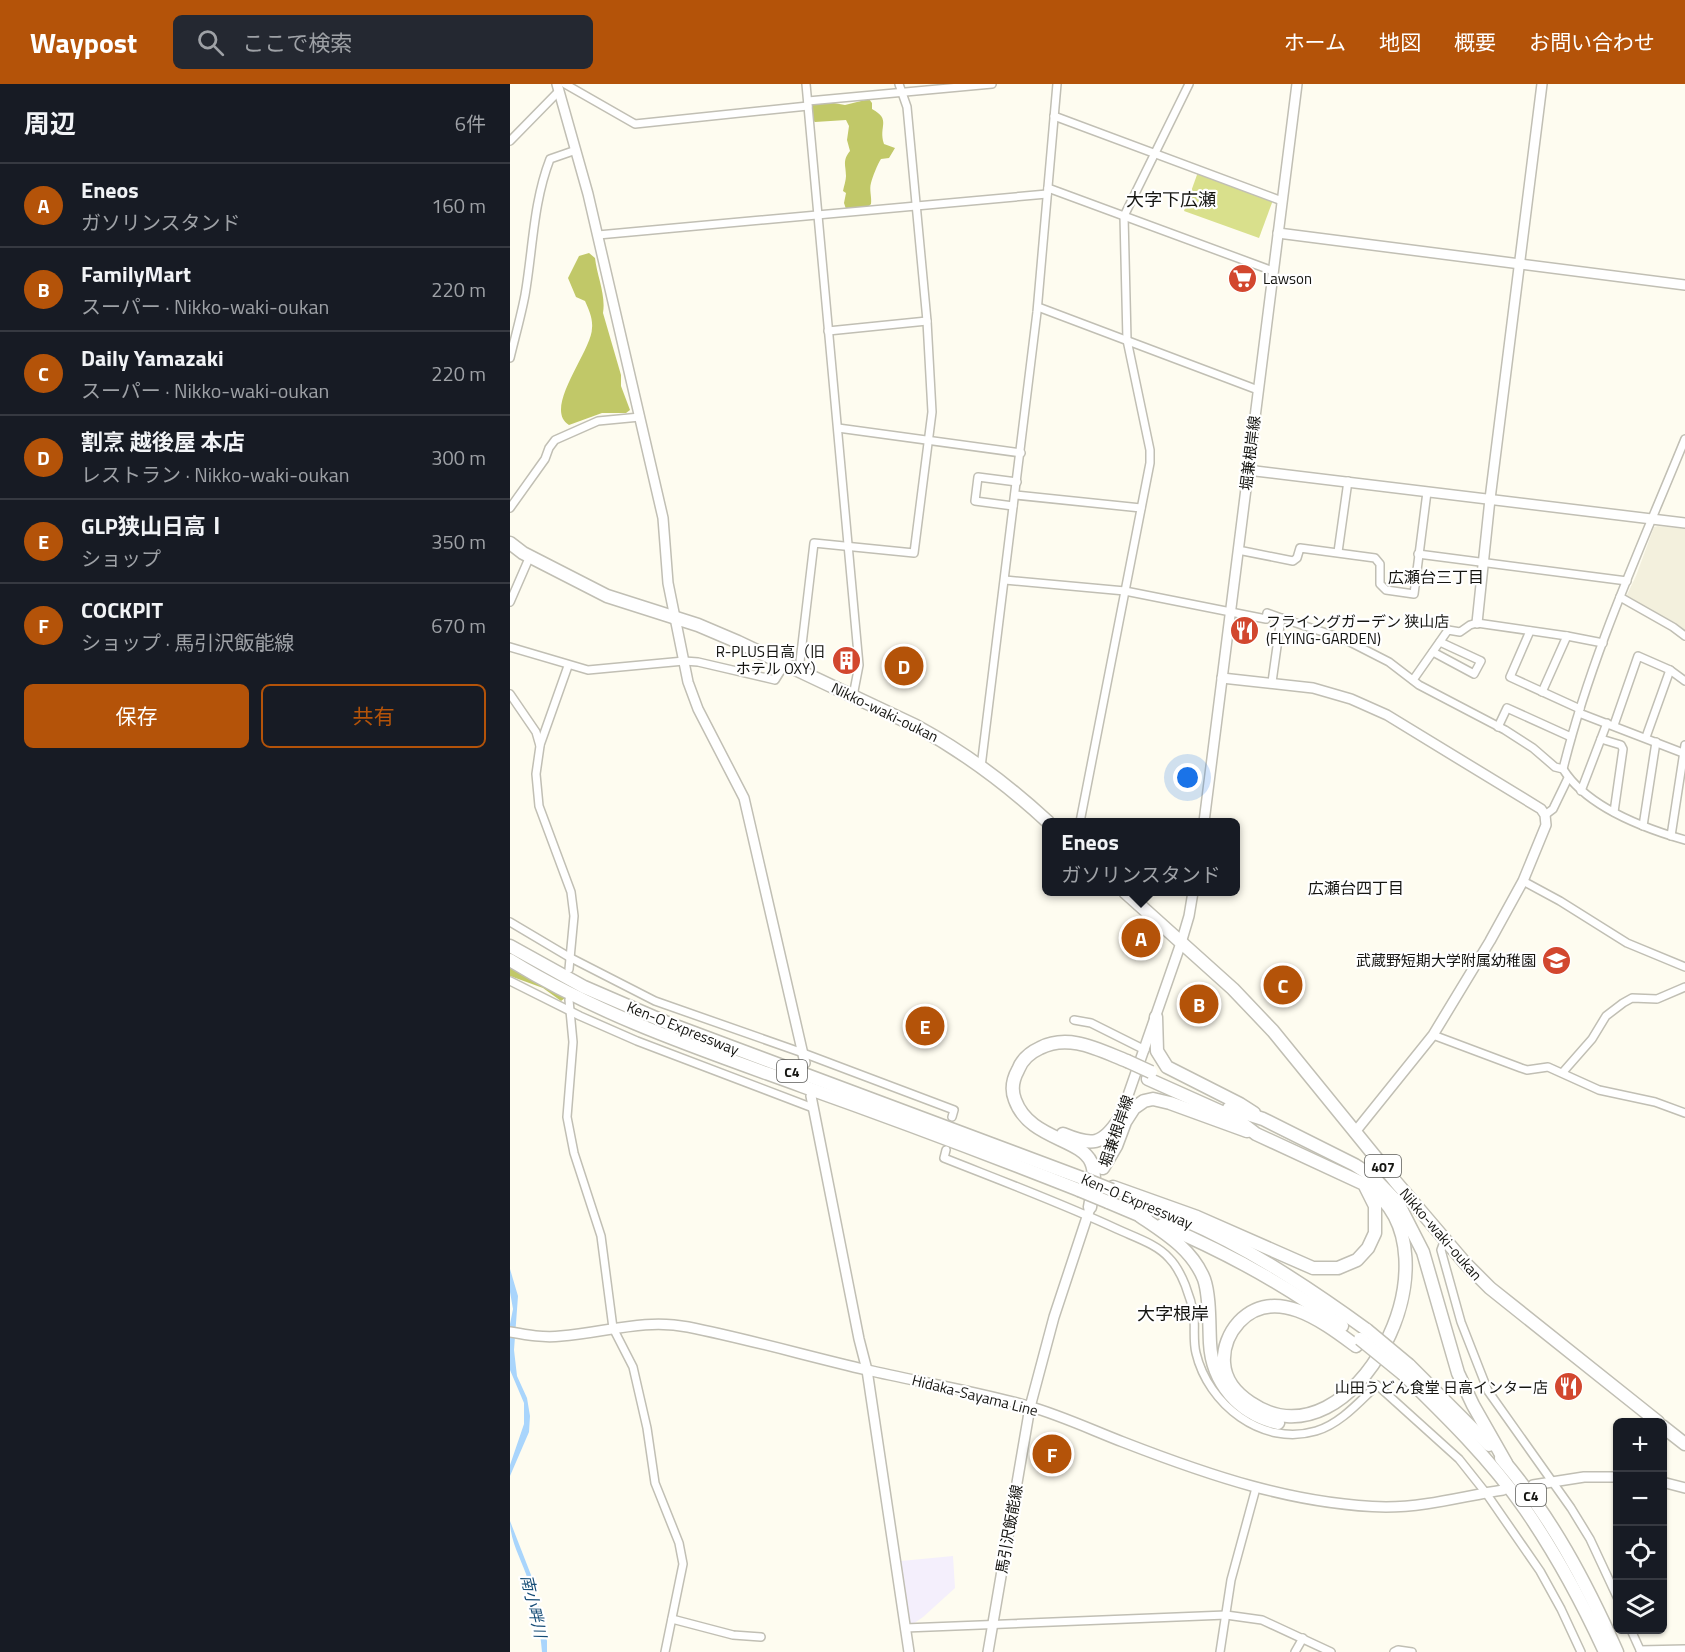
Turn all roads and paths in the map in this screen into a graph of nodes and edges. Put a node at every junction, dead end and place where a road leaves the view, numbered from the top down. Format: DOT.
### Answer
graph roads {
  1 [pos="806,84"];
  2 [pos="898,84"];
  3 [pos="992,84"];
  4 [pos="1057,84"];
  5 [pos="1189,84"];
  6 [pos="1297,84"];
  7 [pos="1542,84"];
  8 [pos="560,86"];
  9 [pos="901,92"];
  10 [pos="808,104"];
  11 [pos="1054,116"];
  12 [pos="510,141"];
  13 [pos="576,150"];
  14 [pos="1154,154"];
  15 [pos="1048,191"];
  16 [pos="1282,201"];
  17 [pos="916,207"];
  18 [pos="818,216"];
  19 [pos="1125,216"];
  20 [pos="1278,233"];
  21 [pos="598,235"];
  22 [pos="1520,264"];
  23 [pos="1273,271"];
  24 [pos="1685,285"];
  25 [pos="1038,307"];
  26 [pos="927,321"];
  27 [pos="828,331"];
  28 [pos="1127,340"];
  29 [pos="510,358"];
  30 [pos="1258,390"];
  31 [pos="640,417"];
  32 [pos="838,428"];
  33 [pos="1685,439"];
  34 [pos="928,440"];
  35 [pos="1021,453"];
  36 [pos="1247,470"];
  37 [pos="1348,481"];
  38 [pos="1017,482"];
  39 [pos="1427,492"];
  40 [pos="1015,495"];
  41 [pos="1491,499"];
  42 [pos="1014,506"];
  43 [pos="510,508"];
  44 [pos="1141,508"];
  45 [pos="1653,519"];
  46 [pos="1685,523"];
  47 [pos="510,543"];
  48 [pos="849,546"];
  49 [pos="1238,550"];
  50 [pos="1338,552"];
  51 [pos="1418,554"];
  52 [pos="530,556"];
  53 [pos="1484,563"];
  54 [pos="1005,580"];
  55 [pos="1627,581"];
  56 [pos="1125,591"];
  57 [pos="1620,597"];
  58 [pos="510,601"];
  59 [pos="1230,612"];
  60 [pos="1281,618"];
  61 [pos="676,620"];
  62 [pos="1477,623"];
  63 [pos="1530,631"];
  64 [pos="1567,636"];
  65 [pos="1685,636"];
  66 [pos="1440,642"];
  67 [pos="1604,643"];
  68 [pos="510,647"];
  69 [pos="1433,652"];
  70 [pos="684,662"];
  71 [pos="785,664"];
  72 [pos="568,666"];
  73 [pos="799,670"];
  74 [pos="1670,670"];
  75 [pos="1222,678"];
  76 [pos="1413,680"];
  77 [pos="1685,681"];
  78 [pos="1272,682"];
  79 [pos="1542,692"];
  80 [pos="510,694"];
  81 [pos="853,696"];
  82 [pos="1580,711"];
  83 [pos="1611,724"];
  84 [pos="1498,727"];
  85 [pos="1571,737"];
  86 [pos="1646,737"];
  87 [pos="1601,739"];
  88 [pos="1656,742"];
  89 [pos="540,746"];
  90 [pos="1684,749"];
  91 [pos="981,767"];
  92 [pos="1563,769"];
  93 [pos="1568,778"];
  94 [pos="1581,791"];
  95 [pos="1614,812"];
  96 [pos="1545,815"];
  97 [pos="1043,818"];
  98 [pos="1081,818"];
  99 [pos="1204,818"];
  100 [pos="1643,826"];
  101 [pos="1671,836"];
  102 [pos="1685,840"];
  103 [pos="1523,881"];
  104 [pos="1130,896"];
  105 [pos="1192,896"];
  106 [pos="510,922"];
  107 [pos="1181,943"];
  108 [pos="510,946"];
  109 [pos="569,957"];
  110 [pos="510,960"];
  111 [pos="1685,967"];
  112 [pos="569,969"];
  113 [pos="510,981"];
  114 [pos="1685,987"];
  115 [pos="569,1000"];
  116 [pos="569,1010"];
  117 [pos="1156,1017"];
  118 [pos="1074,1020"];
  119 [pos="1433,1035"];
  120 [pos="1144,1050"];
  121 [pos="803,1053"];
  122 [pos="805,1063"];
  123 [pos="1125,1065"];
  124 [pos="1563,1072"];
  125 [pos="1150,1076"];
  126 [pos="811,1096"];
  127 [pos="813,1108"];
  128 [pos="1685,1113"];
  129 [pos="952,1117"];
  130 [pos="1120,1118"];
  131 [pos="1263,1119"];
  132 [pos="1355,1132"];
  133 [pos="1256,1134"];
  134 [pos="946,1150"];
  135 [pos="1103,1168"];
  136 [pos="1081,1184"];
  137 [pos="1364,1184"];
  138 [pos="1111,1193"];
  139 [pos="1089,1211"];
  140 [pos="1140,1215"];
  141 [pos="1405,1217"];
  142 [pos="1445,1239"];
  143 [pos="613,1328"];
  144 [pos="510,1332"];
  145 [pos="1361,1338"];
  146 [pos="867,1370"];
  147 [pos="1404,1372"];
  148 [pos="1030,1407"];
  149 [pos="1653,1418"];
  150 [pos="1667,1430"];
  151 [pos="1685,1444"];
  152 [pos="1506,1463"];
  153 [pos="1613,1477"];
  154 [pos="1552,1481"];
  155 [pos="1667,1483"];
  156 [pos="1533,1485"];
  157 [pos="1256,1488"];
  158 [pos="1685,1488"];
  159 [pos="1503,1490"];
  160 [pos="1486,1493"];
  161 [pos="1613,1590"];
  162 [pos="1226,1615"];
  163 [pos="672,1619"];
  164 [pos="993,1625"];
  165 [pos="905,1628"];
  166 [pos="1633,1634"];
  167 [pos="760,1637"];
  168 [pos="1303,1638"];
  169 [pos="1685,1649"];
  170 [pos="1641,1651"];
  171 [pos="665,1652"];
  172 [pos="909,1652"];
  173 [pos="988,1652"];
  174 [pos="1220,1652"];
  175 [pos="1295,1652"];
  176 [pos="1331,1652"];
  177 [pos="1394,1652"];
  178 [pos="1412,1652"];
  179 [pos="1581,1652"];
  180 [pos="1605,1652"];
  181 [pos="1617,1652"];
  1 -- 10 [label="street"];
  2 -- 9 [label="street"];
  3 -- 9 [label="street"];
  4 -- 11 [label="street"];
  5 -- 14 [label="street"];
  6 -- 16 [label="street, 堀兼根岸線"];
  7 -- 22 [label="street"];
  8 -- 10 [label="street"];
  8 -- 12 [label="street"];
  8 -- 13 [label="street"];
  9 -- 10 [label="street"];
  9 -- 17 [label="street"];
  10 -- 18 [label="street"];
  11 -- 14 [label="street"];
  11 -- 15 [label="street"];
  13 -- 21 [label="street"];
  13 -- 29 [label="street"];
  14 -- 16 [label="street"];
  14 -- 19 [label="street"];
  15 -- 17 [label="street"];
  15 -- 19 [label="street"];
  15 -- 25 [label="street"];
  16 -- 20 [label="street, 堀兼根岸線"];
  17 -- 18 [label="street"];
  17 -- 26 [label="street"];
  18 -- 21 [label="street"];
  18 -- 27 [label="street"];
  19 -- 23 [label="street"];
  19 -- 28 [label="street"];
  20 -- 22 [label="street"];
  20 -- 23 [label="street, 堀兼根岸線"];
  21 -- 31 [label="street"];
  22 -- 24 [label="street"];
  22 -- 41 [label="street"];
  23 -- 30 [label="street, 堀兼根岸線"];
  25 -- 28 [label="street"];
  25 -- 35 [label="street"];
  26 -- 27 [label="street"];
  26 -- 34 [label="street"];
  27 -- 32 [label="street"];
  28 -- 30 [label="street"];
  28 -- 44 [label="street"];
  30 -- 36 [label="street, 堀兼根岸線"];
  31 -- 43 [label="street"];
  31 -- 61 [label="street"];
  32 -- 34 [label="street"];
  32 -- 48 [label="street"];
  33 -- 45 [label="street"];
  34 -- 35 [label="street"];
  34 -- 48 [label="street"];
  35 -- 38 [label="street"];
  36 -- 37 [label="street"];
  36 -- 49 [label="street, 堀兼根岸線"];
  37 -- 39 [label="street"];
  37 -- 50 [label="street"];
  38 -- 40 [label="street"];
  38 -- 42 [label="street"];
  39 -- 41 [label="street"];
  39 -- 51 [label="street"];
  40 -- 42 [label="street"];
  40 -- 44 [label="street"];
  41 -- 45 [label="street"];
  41 -- 53 [label="street"];
  42 -- 54 [label="street"];
  44 -- 56 [label="street"];
  45 -- 46 [label="street"];
  45 -- 55 [label="street"];
  47 -- 52 [label="highway, Nikko-waki-oukan"];
  48 -- 73 [label="street"];
  48 -- 81 [label="street"];
  49 -- 50 [label="street"];
  49 -- 59 [label="street, 堀兼根岸線"];
  50 -- 51 [label="street"];
  51 -- 53 [label="street"];
  52 -- 58 [label="street"];
  52 -- 61 [label="highway, Nikko-waki-oukan"];
  53 -- 55 [label="street"];
  53 -- 62 [label="street"];
  54 -- 56 [label="street"];
  54 -- 91 [label="street"];
  55 -- 57 [label="street"];
  56 -- 59 [label="street"];
  56 -- 98 [label="street"];
  57 -- 65 [label="street"];
  57 -- 67 [label="street"];
  59 -- 60 [label="street"];
  59 -- 75 [label="street, 堀兼根岸線"];
  60 -- 76 [label="street"];
  60 -- 78 [label="street"];
  61 -- 70 [label="street"];
  61 -- 71 [label="highway, Nikko-waki-oukan"];
  62 -- 63 [label="street"];
  62 -- 66 [label="street"];
  63 -- 64 [label="street"];
  63 -- 79 [label="street"];
  64 -- 67 [label="street"];
  64 -- 79 [label="street"];
  66 -- 69 [label="street"];
  66 -- 69 [label="street"];
  67 -- 82 [label="street"];
  68 -- 72 [label="street"];
  69 -- 76 [label="street"];
  70 -- 71 [label="street"];
  70 -- 72 [label="street"];
  70 -- 121 [label="street"];
  71 -- 73 [label="highway, Nikko-waki-oukan"];
  72 -- 89 [label="street"];
  73 -- 81 [label="highway, Nikko-waki-oukan"];
  74 -- 77 [label="street"];
  74 -- 83 [label="street"];
  74 -- 86 [label="street"];
  75 -- 78 [label="street"];
  75 -- 99 [label="street, 堀兼根岸線"];
  76 -- 84 [label="street"];
  78 -- 96 [label="street"];
  79 -- 82 [label="street"];
  80 -- 89 [label="street"];
  81 -- 91 [label="highway, Nikko-waki-oukan"];
  82 -- 83 [label="street"];
  82 -- 85 [label="street"];
  83 -- 86 [label="street"];
  83 -- 87 [label="street"];
  84 -- 85 [label="street"];
  84 -- 92 [label="street"];
  85 -- 92 [label="street"];
  86 -- 88 [label="street"];
  87 -- 94 [label="street"];
  87 -- 95 [label="street"];
  88 -- 90 [label="street"];
  88 -- 100 [label="street"];
  89 -- 109 [label="street"];
  90 -- 101 [label="street"];
  91 -- 97 [label="highway, Nikko-waki-oukan"];
  92 -- 93 [label="street"];
  93 -- 94 [label="street"];
  93 -- 96 [label="street"];
  94 -- 95 [label="street"];
  95 -- 100 [label="street"];
  96 -- 103 [label="street"];
  100 -- 101 [label="street"];
  101 -- 102 [label="street"];
  103 -- 111 [label="street"];
  103 -- 119 [label="street"];
  104 -- 107 [label="highway, Nikko-waki-oukan / 407"];
  105 -- 107 [label="street, 堀兼根岸線"];
  106 -- 109 [label="street"];
  107 -- 117 [label="street, 堀兼根岸線"];
  107 -- 132 [label="highway, Nikko-waki-oukan / 407"];
  108 -- 136 [label="highway, Ken-O Expressway / C4"];
  109 -- 112 [label="street"];
  109 -- 121 [label="street"];
  110 -- 136 [label="highway, Ken-O Expressway / C4"];
  113 -- 116 [label="street"];
  114 -- 124 [label="street"];
  115 -- 116 [label="street"];
  116 -- 127 [label="street"];
  116 -- 143 [label="street"];
  117 -- 120 [label="street, 堀兼根岸線"];
  117 -- 131 [label="highway"];
  118 -- 120 [label="street"];
  119 -- 124 [label="street"];
  119 -- 132 [label="street"];
  120 -- 130 [label="street, 堀兼根岸線"];
  121 -- 122 [label="street"];
  121 -- 129 [label="street"];
  123 -- 125 [label="highway"];
  123 -- 130 [label="highway"];
  123 -- 139 [label="highway"];
  124 -- 128 [label="street"];
  125 -- 131 [label="highway"];
  125 -- 133 [label="highway"];
  126 -- 127 [label="street"];
  127 -- 146 [label="street"];
  130 -- 135 [label="street, 堀兼根岸線"];
  131 -- 141 [label="highway"];
  132 -- 142 [label="highway, Nikko-waki-oukan / 407"];
  133 -- 135 [label="highway"];
  133 -- 137 [label="highway"];
  134 -- 139 [label="street"];
  135 -- 139 [label="street, 堀兼根岸線"];
  136 -- 138 [label="highway, bridge"];
  137 -- 138 [label="highway"];
  137 -- 145 [label="highway"];
  138 -- 140 [label="highway, Ken-O Expressway / C4"];
  138 -- 145 [label="highway, Ken-O Expressway / C4"];
  139 -- 148 [label="street, 堀兼根岸線"];
  139 -- 160 [label="street"];
  140 -- 141 [label="highway"];
  140 -- 145 [label="highway, Ken-O Expressway / C4"];
  141 -- 152 [label="highway"];
  142 -- 149 [label="highway, Nikko-waki-oukan / 407"];
  142 -- 154 [label="street"];
  143 -- 144 [label="street, Hidaka-Sayama Line"];
  143 -- 146 [label="street, Hidaka-Sayama Line"];
  143 -- 163 [label="street"];
  145 -- 147 [label="highway, Ken-O Expressway / C4, bridge"];
  146 -- 148 [label="street, Hidaka-Sayama Line"];
  146 -- 165 [label="street"];
  147 -- 152 [label="highway, Ken-O Expressway / C4"];
  147 -- 180 [label="highway, Ken-O Expressway / C4"];
  148 -- 157 [label="street, Hidaka-Sayama Line"];
  148 -- 164 [label="street, 馬引沢飯能線"];
  150 -- 151 [label="highway"];
  152 -- 181 [label="highway, Ken-O Expressway / C4"];
  153 -- 154 [label="street"];
  154 -- 156 [label="street"];
  154 -- 161 [label="street"];
  155 -- 158 [label="street"];
  157 -- 160 [label="street, Hidaka-Sayama Line"];
  157 -- 162 [label="street"];
  159 -- 160 [label="street, Hidaka-Sayama Line"];
  160 -- 179 [label="street"];
  162 -- 164 [label="street"];
  162 -- 168 [label="street"];
  162 -- 174 [label="street"];
  163 -- 167 [label="street"];
  163 -- 171 [label="street"];
  164 -- 165 [label="street"];
  164 -- 173 [label="street, 馬引沢飯能線"];
  165 -- 172 [label="street"];
  166 -- 170 [label="street"];
  168 -- 175 [label="street"];
  168 -- 176 [label="street"];
  169 -- 170 [label="street"];
  177 -- 178 [label="street"];
}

- Exercise instructions:
Return every line from the entries above that contains the word "Hidaka".

- Expected output:
  143 -- 144 [label="street, Hidaka-Sayama Line"];
  143 -- 146 [label="street, Hidaka-Sayama Line"];
  146 -- 148 [label="street, Hidaka-Sayama Line"];
  148 -- 157 [label="street, Hidaka-Sayama Line"];
  157 -- 160 [label="street, Hidaka-Sayama Line"];
  159 -- 160 [label="street, Hidaka-Sayama Line"];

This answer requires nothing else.